I first encountered Bae’s work at the Asian Art fair held at the Javitz Center in New York a number of years ago. The photographs were, as I am now aware, his most recognizable: black and white, panoramic and very large photographs of groves of pine trees surrounding the royal tombs in Kyung-Ju. They were beautiful, but the scale and presentation turned me off. Bae’s pine trees ought to have made an electric connection. The pine tree is nearly as culturally freighted in Maine, where I grew up, as it is in Korea.

It is a pleasant surprise then that Sacred Wood connects with me in a way that the large prints in a white cube setting didn’t. The private interaction with the book is intimate, nearly spiritual. These photographs, taken over the past 25 years, are luminous and lyrical. They are a kind of twisting visual poetry. Having been to several of the groves depicted in these pine trees, I can attest that these are not simple snapshots. Bae has imposed himself upon the scene. These are not unguarded or unsung places. The kings of Silla have many visitors. I can’t imagine that any aside from Bae has made photographs as moving. (I am sad to say that the photographs I took there do not measure up.)

The light, especially in the earlier photographs, is diffuse and soft. It spreads between the trees like fog. The trees seem to be melting into the morning mist. One is tempted to place them in the Western context of the landscape photographs of Adams or Weston. I think this impulse is wrong: though there might be superficial aesthetic similarities, the path is different. Bae makes his approach through the spiritual. (Hatje Cantz in the blurb for the book calls the photographs meditative.) Whatever technical prowess Bae has, and he has plenty, it is not what drives the photographs. Whereas the F64 group turned to straight photographs as a reactive break from pictorialism, Bae’s photographs represent a continuation of cultural tradition.

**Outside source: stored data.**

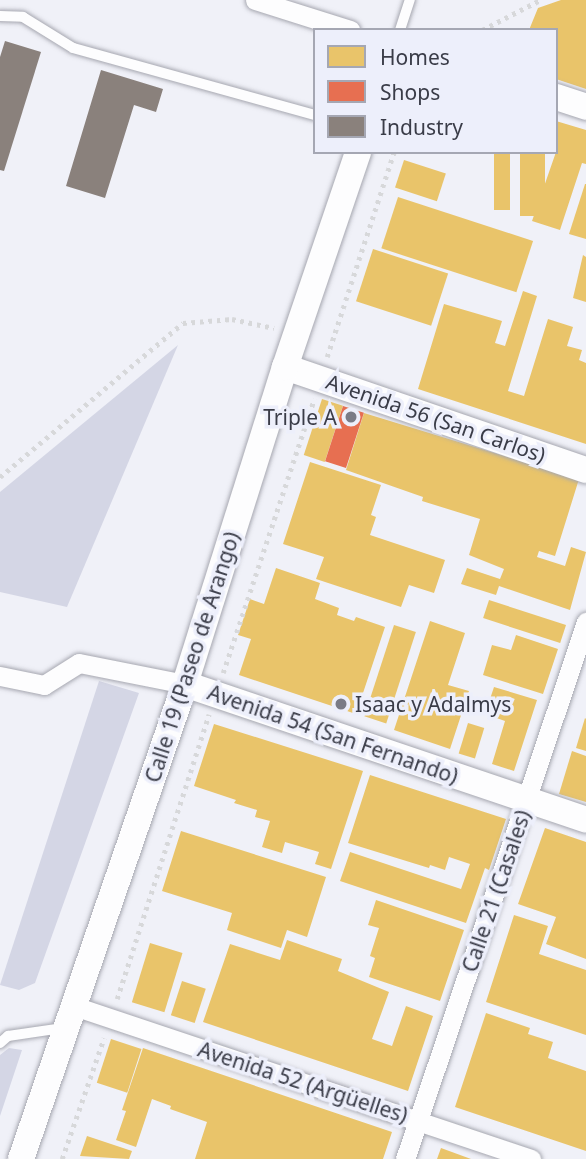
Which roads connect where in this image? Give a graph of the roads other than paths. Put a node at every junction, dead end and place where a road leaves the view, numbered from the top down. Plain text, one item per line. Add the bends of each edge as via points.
1 (255, 0) edge
2 (410, 0) edge
3 (0, 16) edge
4 (344, 28) edge
5 (401, 28) edge
6 (558, 98) edge
7 (586, 107) edge
8 (313, 114) edge
9 (357, 154) edge
10 (285, 367) junction
11 (586, 470) edge
12 (586, 622) edge
13 (0, 676) edge
14 (185, 684) junction
15 (526, 800) junction
16 (586, 820) edge
17 (70, 1016) junction
18 (0, 1043) edge
19 (418, 1121) junction
20 (21, 1159) edge
21 (405, 1159) edge
22 (531, 1159) edge

1 - 4 street
2 - 5 lane
3 - 8 lane via 23,17 73,48
6 - 7 main road
9 - 10 main road, Calle 19 (Paseo de Arango)
10 - 11 main road, Avenida 56 (San Carlos)
10 - 14 main road, Calle 19 (Paseo de Arango)
12 - 15 street, Calle 21 (Casales)
13 - 14 street, Avenida 54 (San Fernando) via 44,685 79,663
14 - 15 main road, Avenida 54 (San Fernando)
14 - 17 main road, Calle 19 (Paseo de Arango)
15 - 16 main road, Avenida 54 (San Fernando)
15 - 19 street, Calle 21 (Casales)
17 - 18 lane via 8,1036
17 - 19 street, Avenida 52 (Argüelles) via 111,1018
17 - 20 main road, Calle 19 (Paseo de Arango)
19 - 21 street, Calle 21 (Casales)
19 - 22 street, Avenida 52 (Argüelles)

The pine tree is a revered symbol in Korea; the very format of the photographs–the narrow panoramic aspect ratio, harkens back to brush and ink scroll paintings. Unlike a younger photographer such as Seung Woo Back with his visual and political rabble rousing, Bae is extending existing cultural traditions through photography.

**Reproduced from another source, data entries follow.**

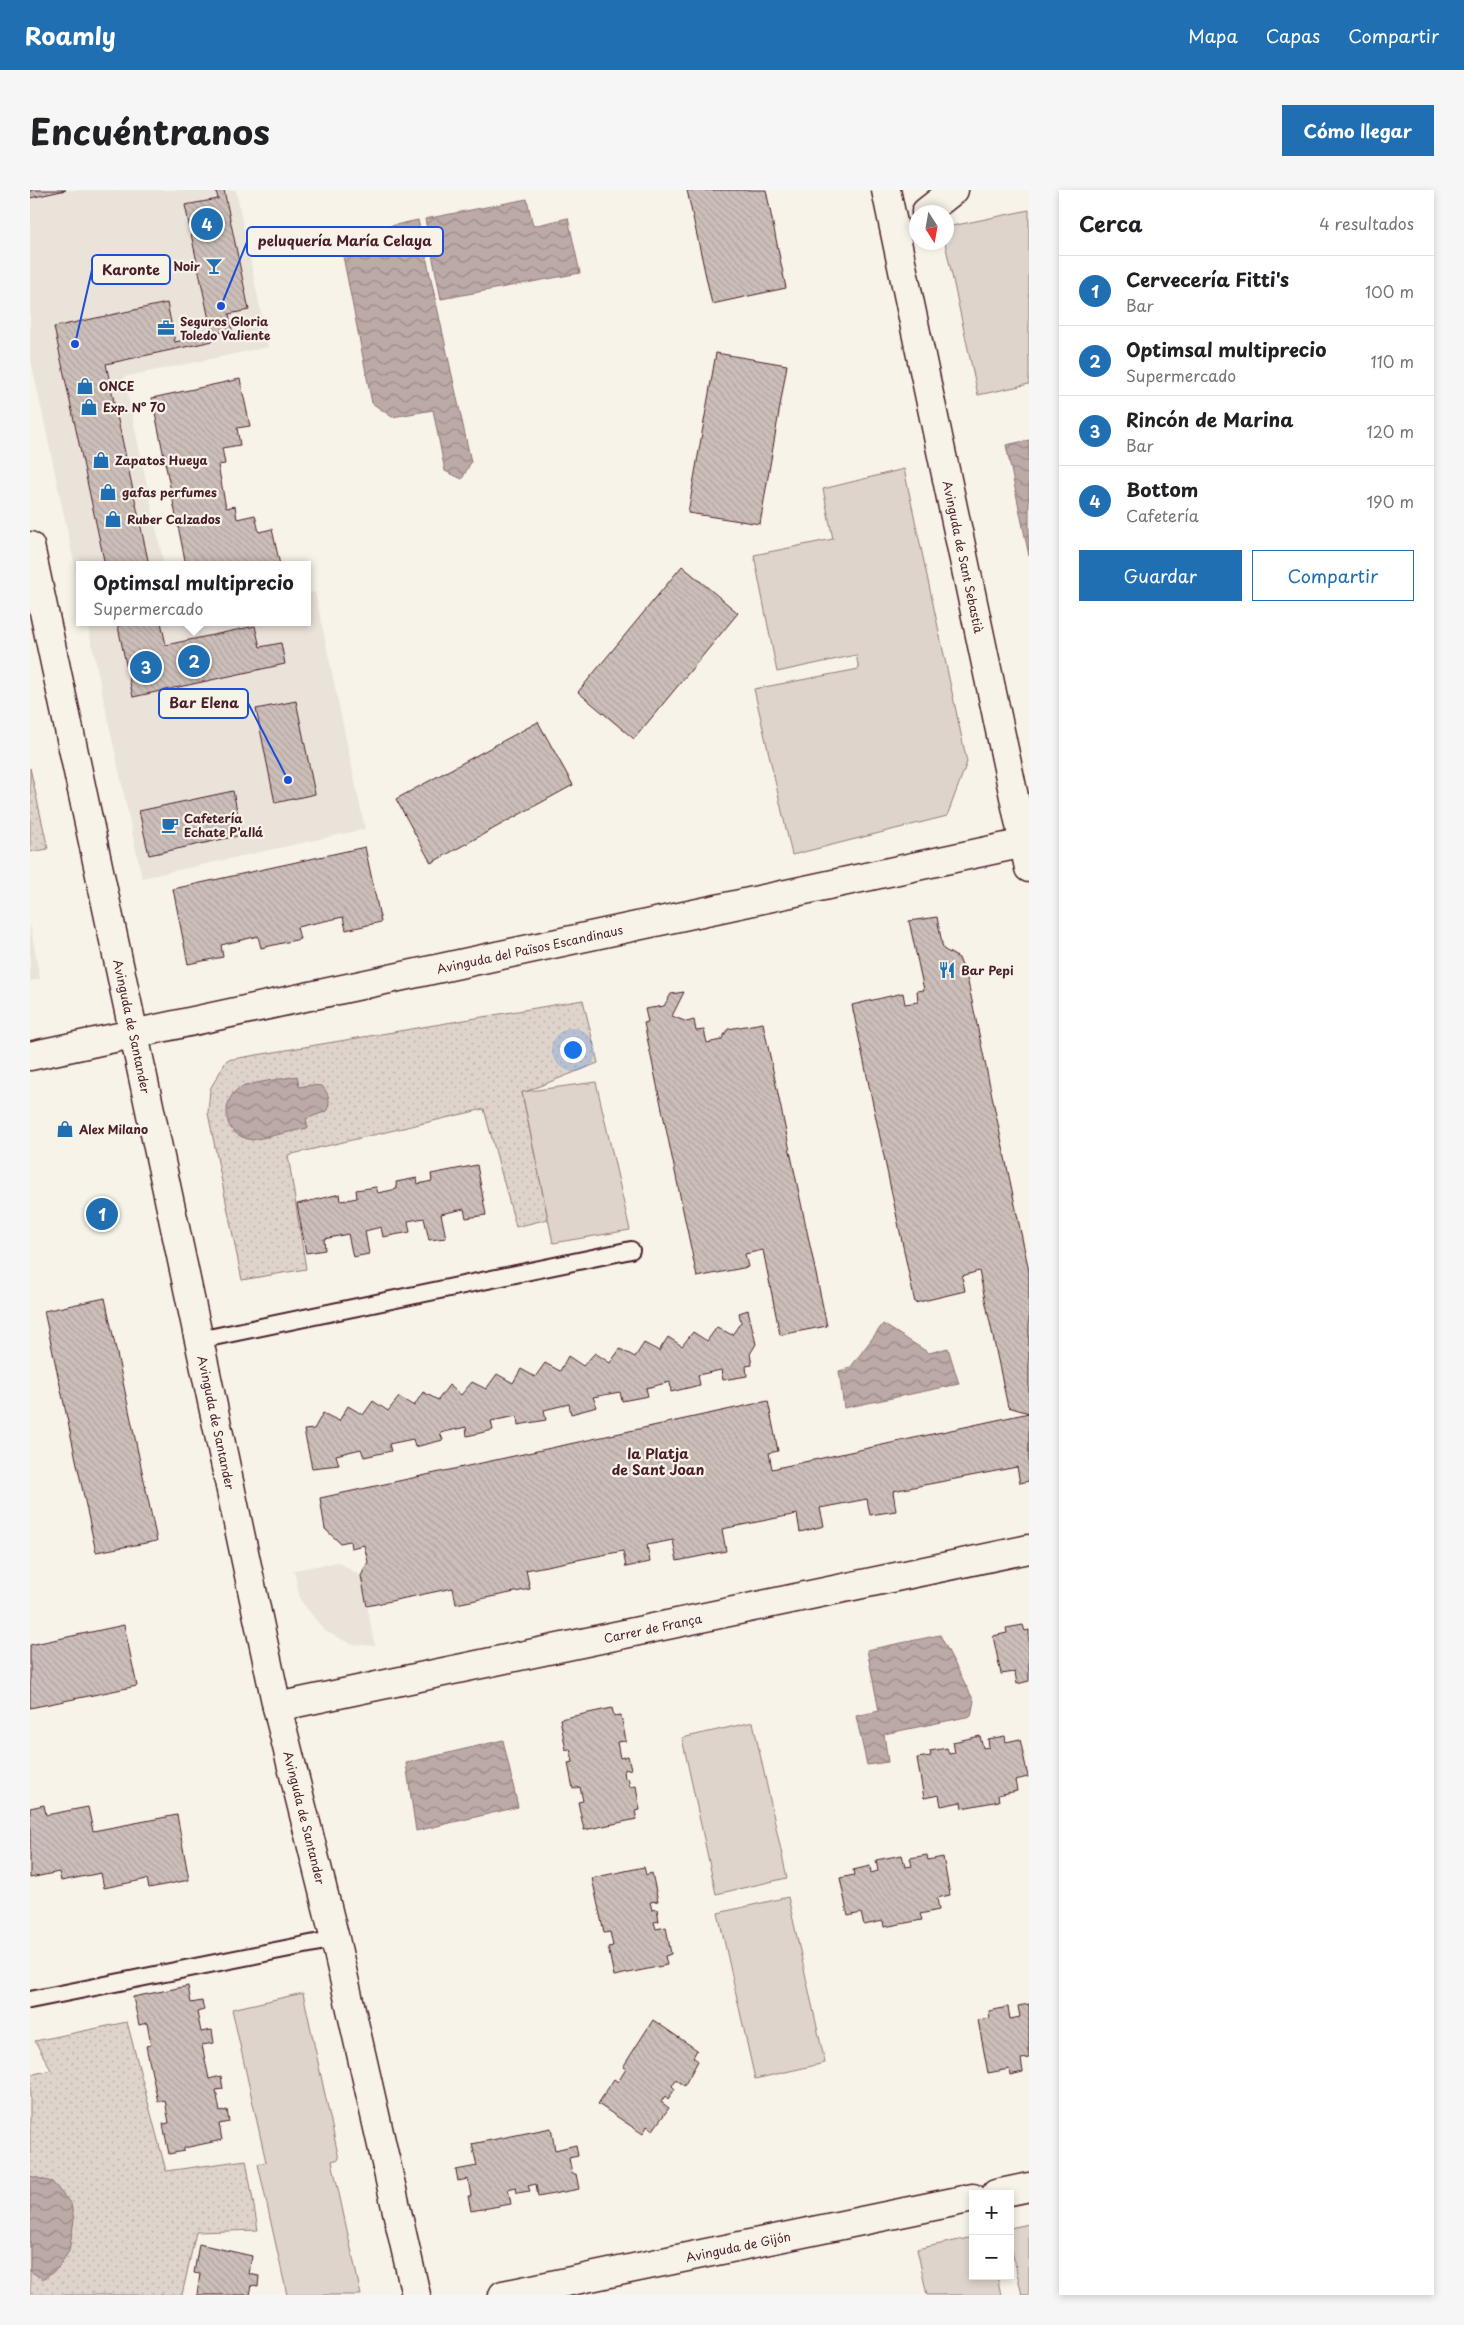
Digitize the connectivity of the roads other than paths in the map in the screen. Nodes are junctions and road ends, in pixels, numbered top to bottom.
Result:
1 (886, 190) edge
2 (954, 190) edge
3 (935, 205) edge
4 (909, 233) edge
5 (899, 246) junction
6 (30, 546) edge
7 (1027, 851) edge
8 (133, 1034) junction
9 (30, 1056) edge
10 (631, 1250) dead end
11 (199, 1340) junction
12 (1029, 1549) edge
13 (277, 1708) junction
14 (335, 1939) junction
15 (30, 2000) edge
16 (1029, 2187) edge
17 (1014, 2190) edge
18 (969, 2199) edge
19 (416, 2295) edge
20 (503, 2295) edge

1 - 5 street, Avinguda de Sant Sebastià
2 - 3 street
4 - 5 street
5 - 7 street, Avinguda de Sant Sebastià
6 - 8 street, Avinguda de Santander
7 - 8 street, Avinguda del Països Escandinaus
8 - 9 street, Avinguda del Països Escandinaus
8 - 11 street, Avinguda de Santander
10 - 11 lane
11 - 13 street, Avinguda de Santander
12 - 13 street, Carrer de França
13 - 14 street, Avinguda de Santander
14 - 15 lane
14 - 19 street, Avinguda de Santander
16 - 17 street
18 - 20 street, Avinguda de Gijón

The physical book is quite nice. It is a roughly 11×14 horizontal slab with a printed cover and 2 piece cardboard slipcase. The book opens with two essays, the first by Wonkyung Byun and the second by Thomas Wagner. These are followed by 71 illustrations, 12 of them in color. The printing is very good, as is to be expected from Hatje Cantz. Most of the spreads have two opposing panoramic images, though there are roughly a dozen spreads with either full bleed double truck panoramas or multiple vertical panoramas on a page. Each image is captioned with an archive number and a year. Had I been the editor, I would have cut the color images: only a couple of them have the power and beauty of the black and white photographs. They feel out of place. Likewise, I do not feel that the captions add to the book; they, too, feel out of place. (There must be a reason for this captioning though, as Bae uses it in another book of his that I have.) These two design miscues make the book feel like an exhibition catalog, which is what it is: published in conjunction with exhibits by Phillips de Pury & Company, London and BOZAR Center for Fine Arts, Brussels. I would have preferred that if it were to be a catalog, it not have been treated as a sales catalog.